### Your task
Could the data below be copied exactly, minus the pictures?

Extracted records
>>>>
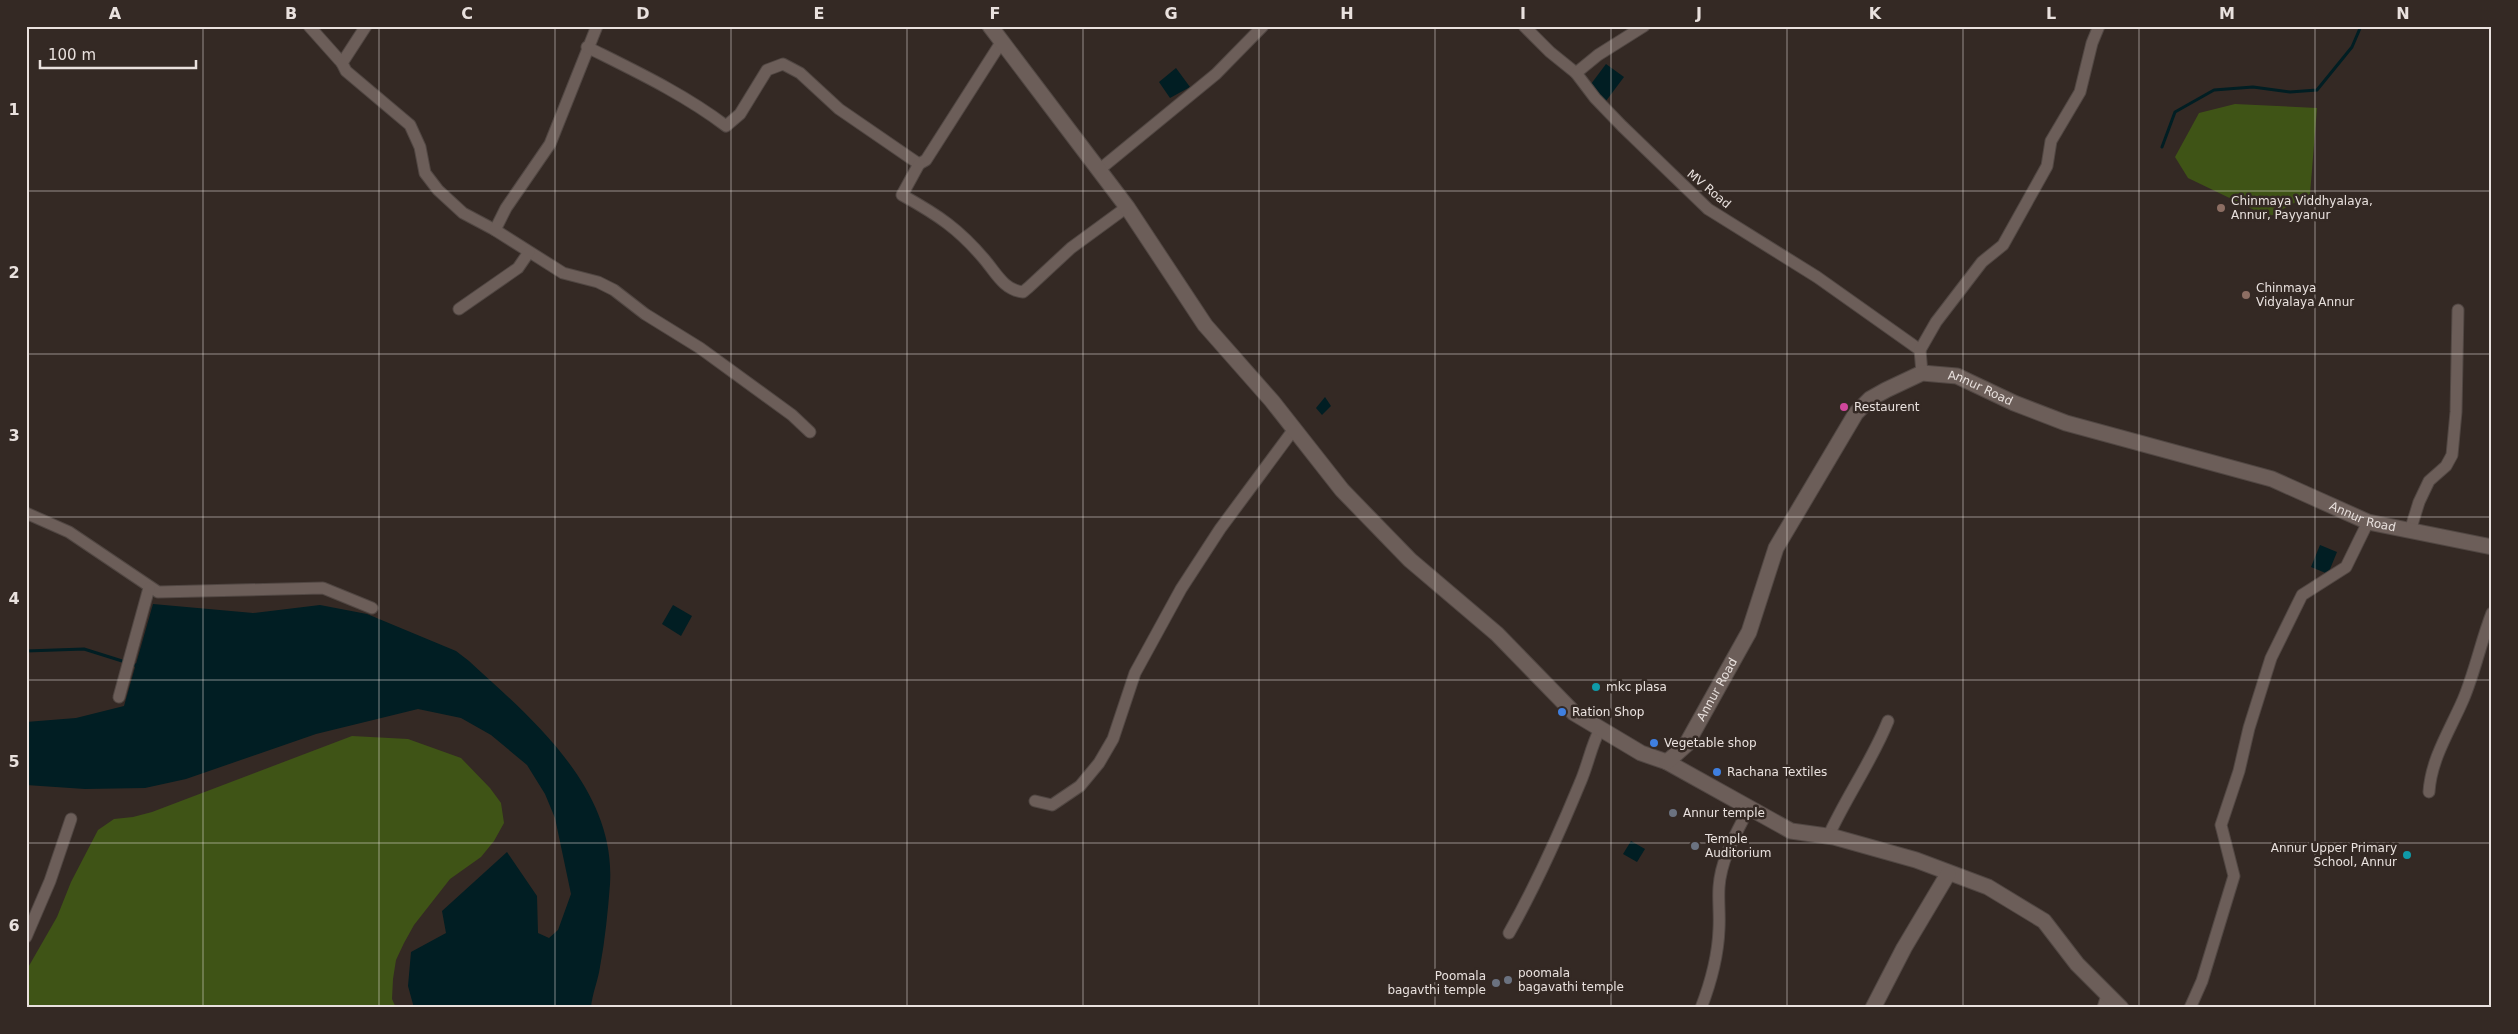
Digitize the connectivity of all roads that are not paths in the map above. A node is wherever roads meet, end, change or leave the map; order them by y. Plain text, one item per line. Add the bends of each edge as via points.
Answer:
1 (309, 26) edge
2 (366, 26) edge
3 (597, 26) edge
4 (990, 26) edge
5 (1263, 26) edge
6 (1524, 26) edge
7 (1644, 26) edge
8 (2099, 26) edge
9 (1002, 41) junction
10 (587, 48) junction
11 (342, 63) junction
12 (1576, 73) junction
13 (919, 164) junction
14 (1099, 170) junction
15 (1127, 207) junction
16 (495, 230) junction
17 (529, 252) junction
18 (459, 309) dead end
19 (2458, 310) dead end
20 (1920, 350) junction
21 (1922, 373) junction
22 (1294, 429) junction
23 (810, 432) dead end
24 (26, 514) edge
25 (2368, 522) junction
26 (2410, 531) junction
27 (2492, 547) edge
28 (150, 588) junction
29 (372, 608) dead end
30 (2492, 612) edge
31 (120, 697) dead end
32 (1888, 721) dead end
33 (1600, 729) junction
34 (1667, 762) junction
35 (2429, 792) dead end
36 (1035, 801) dead end
37 (1749, 808) junction
38 (71, 819) dead end
39 (1828, 837) junction
40 (1948, 874) junction
41 (1509, 933) dead end
42 (26, 938) edge
43 (2105, 1001) edge
44 (1701, 1008) edge
45 (1873, 1008) edge
46 (2121, 1008) edge
47 (2190, 1008) edge

1 - 11 street
2 - 11 street
3 - 10 street
4 - 9 main road
5 - 14 street via 1216,74
6 - 12 street, MV Road
7 - 12 street via 1598,54
8 - 20 street via 2080,92 2051,142 2047,166 2002,245 1982,262 1936,322
9 - 13 street via 926,160
9 - 14 main road
10 - 13 street via 667,88 726,126 740,114 768,70 784,64 800,73 839,109
10 - 16 street via 550,144 506,208
11 - 16 street via 346,71 410,125 420,148 425,173 438,190 463,213
12 - 20 street, MV Road via 1622,126 1708,209 1817,276
13 - 15 street via 902,195 947,221 969,241 1002,282 1018,291 1023,292 1077,243
14 - 15 main road
15 - 22 main road via 1205,326
16 - 17 street
17 - 18 street via 518,268
17 - 23 street via 564,273 614,290 645,314 700,348 792,415
19 - 26 street via 2452,454 2446,466 2429,481
20 - 21 street
21 - 25 main road, Annur Road via 1957,376 2066,423 2272,479
21 - 34 main road, Annur Road via 1870,399 1856,413 1776,548 1750,632 1686,745
22 - 33 main road via 1342,490 1410,560 1497,634 1574,713
22 - 36 street via 1220,528 1181,589 1135,673 1113,739 1099,763 1080,786 1052,805
24 - 28 street via 70,532 135,574
25 - 26 main road, Annur Road
25 - 47 street via 2346,566 2302,595 2271,658 2221,825 2234,876 2202,980
26 - 27 main road, Annur Road
28 - 29 street via 158,592 323,588
28 - 31 street
30 - 35 street via 2463,699 2431,773
32 - 39 street via 1878,746
33 - 34 main road via 1641,753
33 - 41 street via 1547,859
34 - 37 main road
37 - 39 main road via 1791,831
37 - 44 street via 1722,868 1718,949 1714,973
38 - 42 street
39 - 40 main road via 1916,860
40 - 43 main road via 1988,887 2044,921
40 - 45 main road
43 - 46 main road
<<<<
### Solution to this problem
Digitize the connectivity of all roads that are not paths in the map above. A node is wherever roads meet, end, change or leave the map; order them by y. Plain text, one item per line. Add the bends of each edge as via points.
Answer:
1 (309, 26) edge
2 (366, 26) edge
3 (597, 26) edge
4 (990, 26) edge
5 (1263, 26) edge
6 (1524, 26) edge
7 (1644, 26) edge
8 (2099, 26) edge
9 (1002, 41) junction
10 (587, 48) junction
11 (342, 63) junction
12 (1576, 73) junction
13 (919, 164) junction
14 (1099, 170) junction
15 (1127, 207) junction
16 (495, 230) junction
17 (529, 252) junction
18 (459, 309) dead end
19 (2458, 310) dead end
20 (1920, 350) junction
21 (1922, 373) junction
22 (1294, 429) junction
23 (810, 432) dead end
24 (26, 514) edge
25 (2368, 522) junction
26 (2410, 531) junction
27 (2492, 547) edge
28 (150, 588) junction
29 (372, 608) dead end
30 (2492, 612) edge
31 (120, 697) dead end
32 (1888, 721) dead end
33 (1600, 729) junction
34 (1667, 762) junction
35 (2429, 792) dead end
36 (1035, 801) dead end
37 (1749, 808) junction
38 (71, 819) dead end
39 (1828, 837) junction
40 (1948, 874) junction
41 (1509, 933) dead end
42 (26, 938) edge
43 (2105, 1001) edge
44 (1701, 1008) edge
45 (1873, 1008) edge
46 (2121, 1008) edge
47 (2190, 1008) edge

1 - 11 street
2 - 11 street
3 - 10 street
4 - 9 main road
5 - 14 street via 1216,74
6 - 12 street, MV Road
7 - 12 street via 1598,54
8 - 20 street via 2080,92 2051,142 2047,166 2002,245 1982,262 1936,322
9 - 13 street via 926,160
9 - 14 main road
10 - 13 street via 667,88 726,126 740,114 768,70 784,64 800,73 839,109
10 - 16 street via 550,144 506,208
11 - 16 street via 346,71 410,125 420,148 425,173 438,190 463,213
12 - 20 street, MV Road via 1622,126 1708,209 1817,276
13 - 15 street via 902,195 947,221 969,241 1002,282 1018,291 1023,292 1077,243
14 - 15 main road
15 - 22 main road via 1205,326
16 - 17 street
17 - 18 street via 518,268
17 - 23 street via 564,273 614,290 645,314 700,348 792,415
19 - 26 street via 2452,454 2446,466 2429,481
20 - 21 street
21 - 25 main road, Annur Road via 1957,376 2066,423 2272,479
21 - 34 main road, Annur Road via 1870,399 1856,413 1776,548 1750,632 1686,745
22 - 33 main road via 1342,490 1410,560 1497,634 1574,713
22 - 36 street via 1220,528 1181,589 1135,673 1113,739 1099,763 1080,786 1052,805
24 - 28 street via 70,532 135,574
25 - 26 main road, Annur Road
25 - 47 street via 2346,566 2302,595 2271,658 2221,825 2234,876 2202,980
26 - 27 main road, Annur Road
28 - 29 street via 158,592 323,588
28 - 31 street
30 - 35 street via 2463,699 2431,773
32 - 39 street via 1878,746
33 - 34 main road via 1641,753
33 - 41 street via 1547,859
34 - 37 main road
37 - 39 main road via 1791,831
37 - 44 street via 1722,868 1718,949 1714,973
38 - 42 street
39 - 40 main road via 1916,860
40 - 43 main road via 1988,887 2044,921
40 - 45 main road
43 - 46 main road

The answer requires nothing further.